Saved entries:
:::
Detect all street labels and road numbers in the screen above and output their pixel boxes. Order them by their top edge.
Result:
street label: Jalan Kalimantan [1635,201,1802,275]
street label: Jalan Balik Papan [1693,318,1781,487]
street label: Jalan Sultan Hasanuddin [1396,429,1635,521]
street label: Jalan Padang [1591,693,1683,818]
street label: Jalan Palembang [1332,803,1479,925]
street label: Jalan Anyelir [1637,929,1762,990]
:::
-- AIM OF THE EXERCISE --
The response should consist of every record above, reproduced exactly.

-- ANSWER FOR THIS EXERCISE --
Detect all street labels and road numbers in the screen above and output their pixel boxes. Order them by their top edge.
Result:
street label: Jalan Kalimantan [1635,201,1802,275]
street label: Jalan Balik Papan [1693,318,1781,487]
street label: Jalan Sultan Hasanuddin [1396,429,1635,521]
street label: Jalan Padang [1591,693,1683,818]
street label: Jalan Palembang [1332,803,1479,925]
street label: Jalan Anyelir [1637,929,1762,990]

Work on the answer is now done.